Diagram parameters are OML variables that are associated with a diagram. They can be used in the definition of block parameter values for blocks within the diagram. The set of these variables and their values constitute an OML workspace.

The parameters of a diagram D are defined by the context of the diagram D, the contexts of the diagrams that include D, and the model Initialization script. For example, let D0, D1, … Dn represent the parent diagrams of D with Dn being the closest and D0 the furthest parent. In this case, the scoping rule in the software is such that the value of a diagram parameter is given by the definition of the corresponding variable if the variable is defined in the context of D. If the variable is not defined, the definition of the closest parent diagram provides the value of the parameter.

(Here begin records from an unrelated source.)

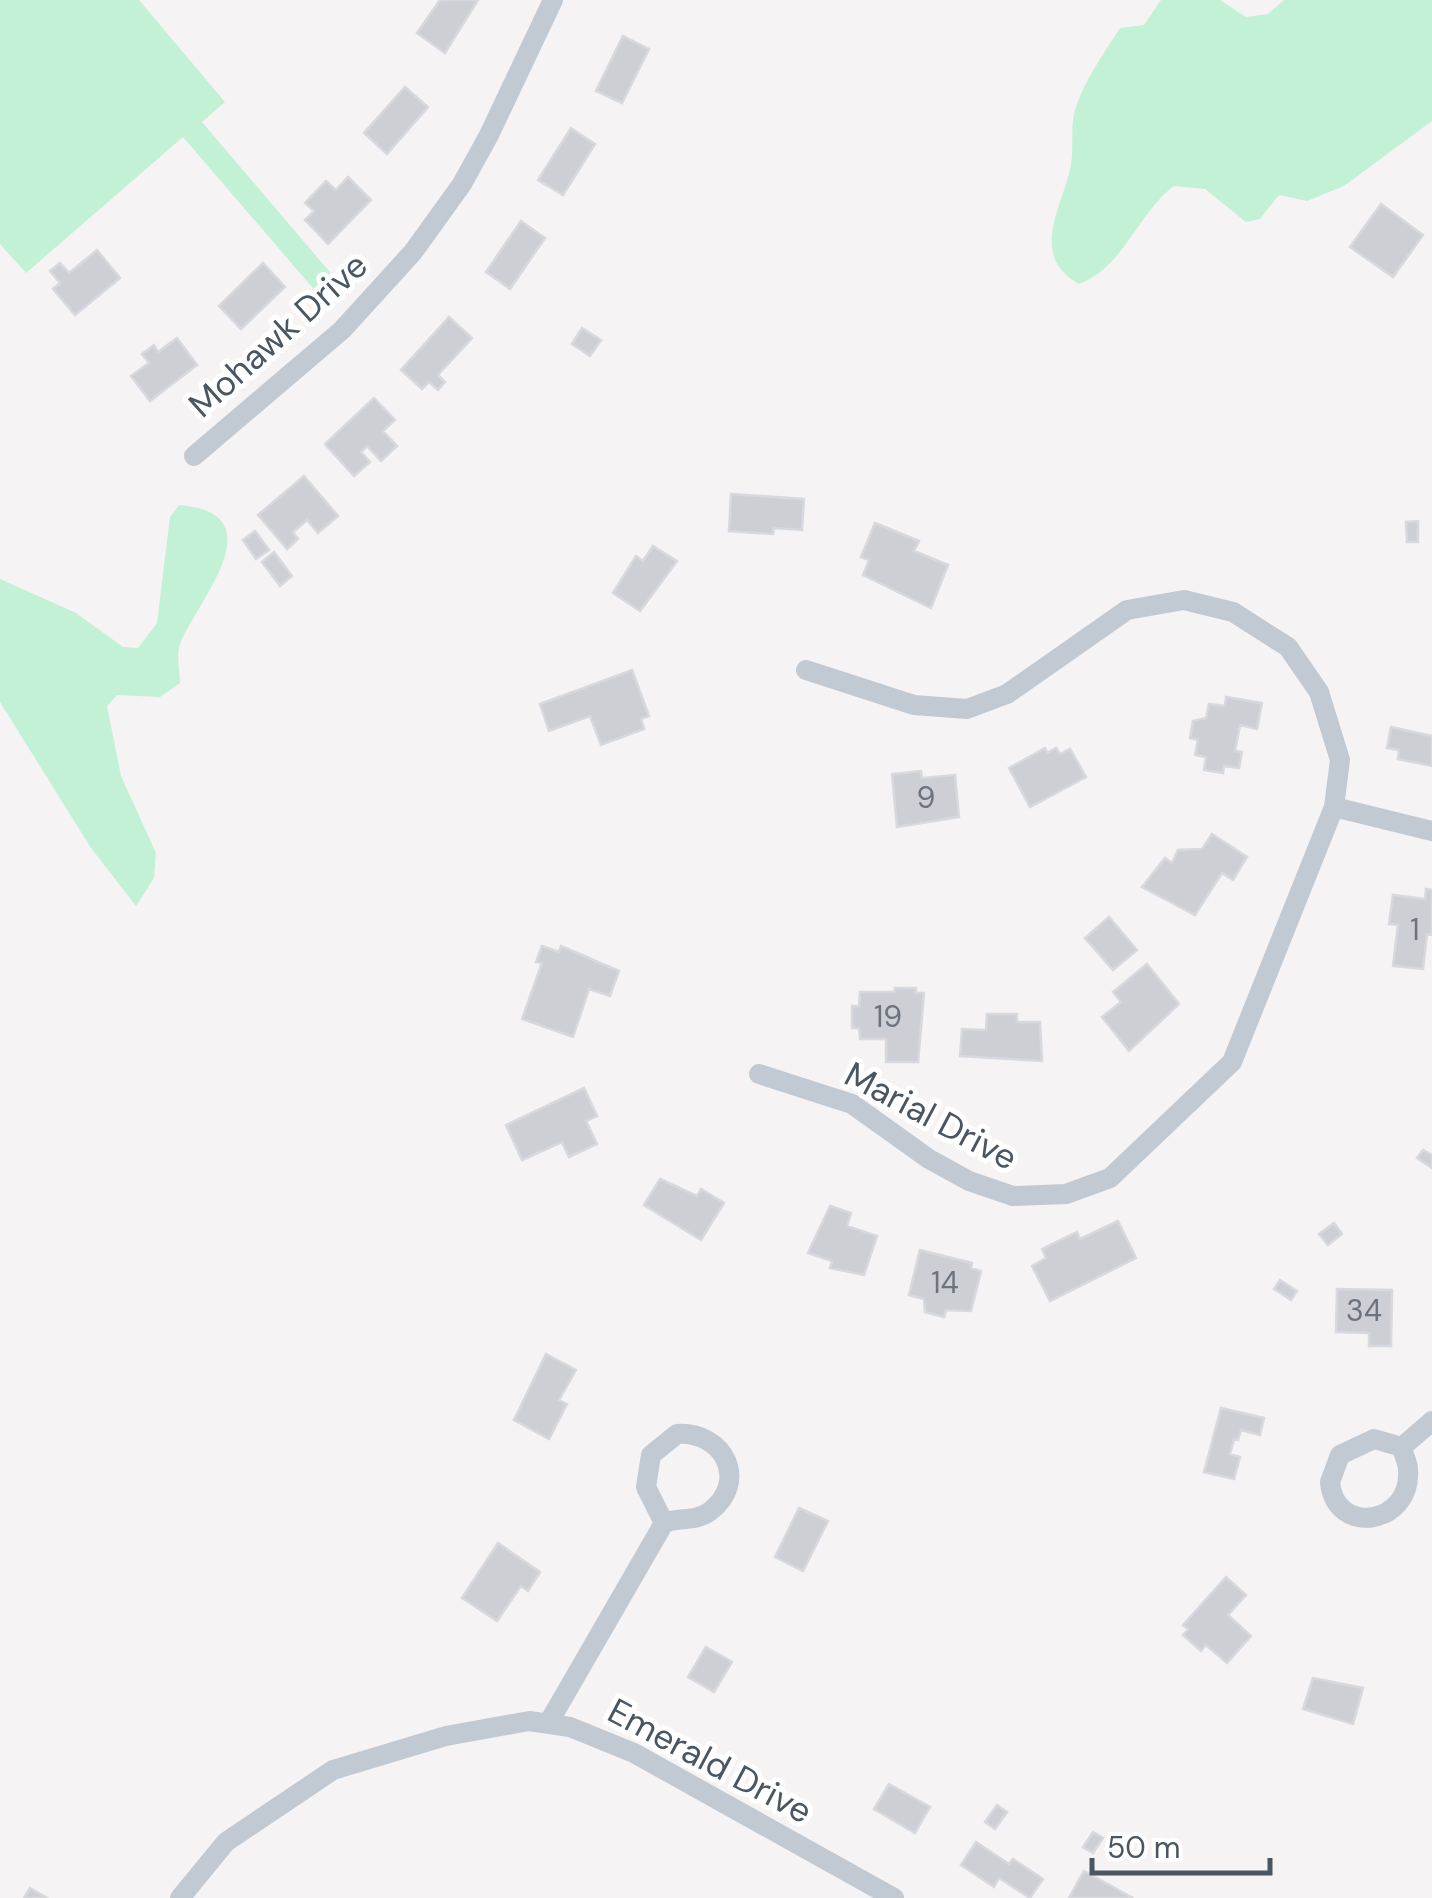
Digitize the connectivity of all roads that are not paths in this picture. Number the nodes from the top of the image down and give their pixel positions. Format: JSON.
{"nodes":[{"id":1,"x":553,"y":0,"type":"edge"},
{"id":2,"x":194,"y":456,"type":"dead end"},
{"id":3,"x":806,"y":670,"type":"dead end"},
{"id":4,"x":1334,"y":806,"type":"junction"},
{"id":5,"x":1432,"y":832,"type":"edge"},
{"id":6,"x":758,"y":1074,"type":"dead end"},
{"id":7,"x":1432,"y":1421,"type":"edge"},
{"id":8,"x":1402,"y":1447,"type":"dead end"},
{"id":9,"x":664,"y":1522,"type":"junction"},
{"id":10,"x":549,"y":1722,"type":"junction"},
{"id":11,"x":180,"y":1898,"type":"edge"},
{"id":12,"x":894,"y":1898,"type":"edge"}],
"edges":[{"from":1,"to":2,"type":"street","name":"Mohawk Drive"},
{"from":3,"to":4,"type":"street","name":"Marial Drive"},
{"from":4,"to":5,"type":"street"},
{"from":4,"to":6,"type":"street","name":"Marial Drive"},
{"from":7,"to":8,"type":"street"},
{"from":9,"to":9,"type":"street"},
{"from":9,"to":10,"type":"street"},
{"from":10,"to":11,"type":"street","name":"Emerald Drive"},
{"from":10,"to":12,"type":"street","name":"Emerald Drive"}]}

In the absence of such a definition, the definition in the Initialization script of the model provides the value of the parameter. More specifically, the workspace of Diagram D, which is the set of diagram D parameters, is obtained as follows:

  • The Initialization script of the model is evaluated resulting in a workspace, the elements of which are called model parameters.
  • The context of D0 is evaluated in this workspace resulting in the workspace of Diagram D0.
  • The context of D1 is evaluated in the workspace of Diagram D0, yielding the workspace of Diagram D1, and so on.
  • Finally the workspace of Diagram D is obtained by evaluating its context in the workspace of its parent, Diagram Dn.
    Note: The evaluations of the diagram and block parameters are done at run time. Therefore, if the Initialization script or a diagram context contains instructions to load data or run an external script defining new variables, the values of these variables may change if the external files are modified from the time of one simulation run to another. If the expression corresponding to a block parameter value refers to a variable that is not a diagram parameter, an error occurs at run time.
Diagram Parameters and Masking

Diagram parameters play an important role in the masking operation. A masked super block does not contain any blocks with parameter definitions that reference variables outside of the super block. All required variables must be defined inside the super block or be a parameter of the masked super block. The Auto Mask operation enforces this condition by searching for all variables used within the super block but defined outside of it, and applying the variables as super block parameters. When a model is simulated in batch mode from OML, for example for optimization purposes, an OML workspace can be provided to define or redefine model parameters (variables in the workspace resulting from the evaluation of the Initialization script). Specifically, the provided workspace is included in the workspace resulting from the evaluation of the Initialization script, overwriting existing variables in case of conflict.

The resulting workspace then constitutes the model parameters, which are used in the rest of the model. This mechanism allows for the modification of diagram parameters, and thus blocks parameter values without modifying the .scm model file.